Onxeo is developing innovative oncology drugs based on DNA-targeting and epigenetics. The lead compound, AsiDNA, is a first-in-class DNA break repair inhibitor based on a unique decoy mechanism and currently evaluated in a phase I trial (DRIIV-1) for systemic administration in solid tumors.
Onxeo’s lead asset AsiDNA, a first-in-class DNA break repair inhibitor, is now being tested in the Phase Ib part of the DRIIV-1 trial at the Institut Curie in Paris in patients with advanced solid tumours in combination with chemotherapy.
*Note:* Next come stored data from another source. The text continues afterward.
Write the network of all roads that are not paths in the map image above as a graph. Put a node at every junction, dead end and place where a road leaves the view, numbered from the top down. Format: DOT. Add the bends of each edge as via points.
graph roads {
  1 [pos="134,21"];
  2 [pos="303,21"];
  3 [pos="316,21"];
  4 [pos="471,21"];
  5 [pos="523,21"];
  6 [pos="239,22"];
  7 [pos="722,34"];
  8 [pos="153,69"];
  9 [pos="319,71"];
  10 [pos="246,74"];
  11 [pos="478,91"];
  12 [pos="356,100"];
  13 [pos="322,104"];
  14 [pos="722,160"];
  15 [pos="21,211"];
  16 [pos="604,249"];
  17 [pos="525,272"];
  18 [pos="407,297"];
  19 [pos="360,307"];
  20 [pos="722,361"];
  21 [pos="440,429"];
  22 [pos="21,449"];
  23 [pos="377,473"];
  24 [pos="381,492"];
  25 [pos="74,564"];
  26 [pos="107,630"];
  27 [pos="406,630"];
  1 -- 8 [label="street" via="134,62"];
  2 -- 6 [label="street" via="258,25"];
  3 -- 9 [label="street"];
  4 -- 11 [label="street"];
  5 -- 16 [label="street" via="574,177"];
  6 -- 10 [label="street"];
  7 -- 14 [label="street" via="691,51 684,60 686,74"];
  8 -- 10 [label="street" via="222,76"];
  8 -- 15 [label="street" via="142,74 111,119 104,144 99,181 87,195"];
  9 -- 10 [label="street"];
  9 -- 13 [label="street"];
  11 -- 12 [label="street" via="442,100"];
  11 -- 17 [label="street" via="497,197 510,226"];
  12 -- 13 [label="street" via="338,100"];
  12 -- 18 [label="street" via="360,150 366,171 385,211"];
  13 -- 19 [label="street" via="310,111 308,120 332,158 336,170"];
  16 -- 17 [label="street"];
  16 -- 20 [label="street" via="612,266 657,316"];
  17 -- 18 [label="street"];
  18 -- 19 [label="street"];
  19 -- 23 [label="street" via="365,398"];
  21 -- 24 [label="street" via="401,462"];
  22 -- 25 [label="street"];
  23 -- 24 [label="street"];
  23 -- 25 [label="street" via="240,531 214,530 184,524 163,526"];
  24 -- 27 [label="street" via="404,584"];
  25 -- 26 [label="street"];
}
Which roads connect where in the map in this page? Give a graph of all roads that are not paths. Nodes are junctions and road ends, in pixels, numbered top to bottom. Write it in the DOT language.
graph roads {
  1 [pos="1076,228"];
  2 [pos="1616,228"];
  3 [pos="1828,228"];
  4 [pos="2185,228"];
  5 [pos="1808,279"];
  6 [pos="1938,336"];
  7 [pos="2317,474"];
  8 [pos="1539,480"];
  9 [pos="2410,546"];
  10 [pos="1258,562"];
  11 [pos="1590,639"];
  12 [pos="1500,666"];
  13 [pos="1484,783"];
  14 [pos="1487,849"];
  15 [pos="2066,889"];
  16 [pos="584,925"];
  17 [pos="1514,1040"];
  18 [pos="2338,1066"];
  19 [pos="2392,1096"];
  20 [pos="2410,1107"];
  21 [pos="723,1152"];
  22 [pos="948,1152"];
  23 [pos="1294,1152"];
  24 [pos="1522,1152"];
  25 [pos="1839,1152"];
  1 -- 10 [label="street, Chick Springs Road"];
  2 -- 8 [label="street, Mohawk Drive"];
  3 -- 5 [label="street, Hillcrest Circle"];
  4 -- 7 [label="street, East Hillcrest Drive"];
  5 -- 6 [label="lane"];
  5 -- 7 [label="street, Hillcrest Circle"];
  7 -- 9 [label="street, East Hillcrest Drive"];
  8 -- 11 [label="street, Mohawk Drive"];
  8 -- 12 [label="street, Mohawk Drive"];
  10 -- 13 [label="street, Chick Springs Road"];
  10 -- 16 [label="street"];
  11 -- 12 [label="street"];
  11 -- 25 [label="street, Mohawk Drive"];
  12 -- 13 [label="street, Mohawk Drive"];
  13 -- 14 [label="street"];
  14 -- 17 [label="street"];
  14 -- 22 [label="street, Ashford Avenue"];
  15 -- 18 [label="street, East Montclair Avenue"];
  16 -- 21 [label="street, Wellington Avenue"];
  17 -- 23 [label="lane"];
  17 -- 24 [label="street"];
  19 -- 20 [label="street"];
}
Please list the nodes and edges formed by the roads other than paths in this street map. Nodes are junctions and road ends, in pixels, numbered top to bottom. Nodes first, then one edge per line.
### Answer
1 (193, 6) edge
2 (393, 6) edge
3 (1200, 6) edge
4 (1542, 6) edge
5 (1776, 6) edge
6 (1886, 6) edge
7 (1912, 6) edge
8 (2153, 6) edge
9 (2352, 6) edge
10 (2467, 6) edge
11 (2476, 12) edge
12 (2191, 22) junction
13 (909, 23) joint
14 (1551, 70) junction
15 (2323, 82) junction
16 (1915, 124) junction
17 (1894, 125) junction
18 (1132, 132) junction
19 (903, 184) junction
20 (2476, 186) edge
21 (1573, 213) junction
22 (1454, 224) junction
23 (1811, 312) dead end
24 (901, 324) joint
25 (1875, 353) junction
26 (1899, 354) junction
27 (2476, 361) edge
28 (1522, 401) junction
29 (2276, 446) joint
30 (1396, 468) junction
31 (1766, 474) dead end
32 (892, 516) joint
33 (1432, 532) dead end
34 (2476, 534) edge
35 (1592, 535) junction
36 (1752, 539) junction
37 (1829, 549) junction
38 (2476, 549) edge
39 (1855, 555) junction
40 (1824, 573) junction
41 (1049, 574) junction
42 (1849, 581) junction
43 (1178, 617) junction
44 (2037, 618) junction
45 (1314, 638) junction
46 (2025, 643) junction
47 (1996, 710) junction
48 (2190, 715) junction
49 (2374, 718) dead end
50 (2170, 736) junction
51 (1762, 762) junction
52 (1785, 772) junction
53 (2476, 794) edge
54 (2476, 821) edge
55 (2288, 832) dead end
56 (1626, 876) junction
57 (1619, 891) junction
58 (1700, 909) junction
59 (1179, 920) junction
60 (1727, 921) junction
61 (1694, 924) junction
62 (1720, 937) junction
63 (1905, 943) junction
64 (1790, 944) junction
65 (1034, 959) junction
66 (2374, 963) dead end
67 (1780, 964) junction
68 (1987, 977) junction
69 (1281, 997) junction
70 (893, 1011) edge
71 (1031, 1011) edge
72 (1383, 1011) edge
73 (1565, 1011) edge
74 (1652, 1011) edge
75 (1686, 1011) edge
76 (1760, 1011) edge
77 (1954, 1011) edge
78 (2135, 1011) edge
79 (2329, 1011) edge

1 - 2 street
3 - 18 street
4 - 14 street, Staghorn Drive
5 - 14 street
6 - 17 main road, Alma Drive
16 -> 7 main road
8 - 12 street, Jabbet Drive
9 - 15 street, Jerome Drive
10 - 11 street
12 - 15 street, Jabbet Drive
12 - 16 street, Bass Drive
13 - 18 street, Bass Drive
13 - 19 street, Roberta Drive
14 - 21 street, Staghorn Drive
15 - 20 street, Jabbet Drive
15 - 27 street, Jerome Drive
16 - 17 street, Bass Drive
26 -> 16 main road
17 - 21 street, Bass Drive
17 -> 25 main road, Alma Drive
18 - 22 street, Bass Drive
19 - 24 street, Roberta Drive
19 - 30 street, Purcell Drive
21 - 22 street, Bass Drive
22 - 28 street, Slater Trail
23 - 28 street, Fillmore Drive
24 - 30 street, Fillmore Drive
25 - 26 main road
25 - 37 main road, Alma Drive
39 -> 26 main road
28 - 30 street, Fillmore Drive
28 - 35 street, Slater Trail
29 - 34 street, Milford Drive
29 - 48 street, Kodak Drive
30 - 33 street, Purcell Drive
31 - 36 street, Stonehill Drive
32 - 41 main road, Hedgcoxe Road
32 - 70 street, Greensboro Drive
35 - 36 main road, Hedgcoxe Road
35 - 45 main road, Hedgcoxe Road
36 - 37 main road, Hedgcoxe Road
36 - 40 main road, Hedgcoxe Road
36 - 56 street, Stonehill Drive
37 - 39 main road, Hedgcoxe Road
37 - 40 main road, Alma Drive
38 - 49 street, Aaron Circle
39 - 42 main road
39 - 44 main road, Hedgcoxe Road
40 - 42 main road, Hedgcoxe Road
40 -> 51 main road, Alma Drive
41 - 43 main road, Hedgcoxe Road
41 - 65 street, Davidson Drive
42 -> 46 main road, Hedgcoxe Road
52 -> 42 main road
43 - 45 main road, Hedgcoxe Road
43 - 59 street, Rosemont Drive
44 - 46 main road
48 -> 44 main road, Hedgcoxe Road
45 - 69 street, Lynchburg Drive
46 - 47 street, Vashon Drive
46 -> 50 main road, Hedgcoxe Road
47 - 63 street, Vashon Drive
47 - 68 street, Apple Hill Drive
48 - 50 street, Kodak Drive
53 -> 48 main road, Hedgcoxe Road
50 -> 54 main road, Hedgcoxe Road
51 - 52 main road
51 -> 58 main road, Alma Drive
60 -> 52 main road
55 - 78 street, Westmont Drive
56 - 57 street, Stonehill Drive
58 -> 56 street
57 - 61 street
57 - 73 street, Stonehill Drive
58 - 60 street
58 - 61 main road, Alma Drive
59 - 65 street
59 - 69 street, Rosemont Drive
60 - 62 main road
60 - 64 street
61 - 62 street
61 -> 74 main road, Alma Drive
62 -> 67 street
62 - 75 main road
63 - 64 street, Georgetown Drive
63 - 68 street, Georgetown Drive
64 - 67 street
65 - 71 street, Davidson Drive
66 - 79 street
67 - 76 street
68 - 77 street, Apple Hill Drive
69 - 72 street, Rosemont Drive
AsiDNA has already generated supportive data from a Phase I trial in melanoma using intratumoural injection, but is now being tested via systemic administration. Onxeo is conducting a broad preclinical programme that explores AsiDNA in various settings and combinations with other drugs. AsiDNA is part of the proprietary, novel platON platform and is based on decoy oligonucleotides. The platON platform belongs to the so-called DNA damage response (DDR) technology, a domain to which recently marketed PARP inhibitors also belong. After receiving $7.5m from the sale of rights to royalties from Beleodaq and a €5.4m equity financing line, cash reach will extend into Q320 past the AsiDNA Phase I results.
The approval of the first PARP inhibitor (olaparib) has kick started the interest of both the scientific community and large pharma in the DNA Damage Response (DDR) field. Few biotechs are already positioned in this emerging field which may be the successor to immuno-oncology.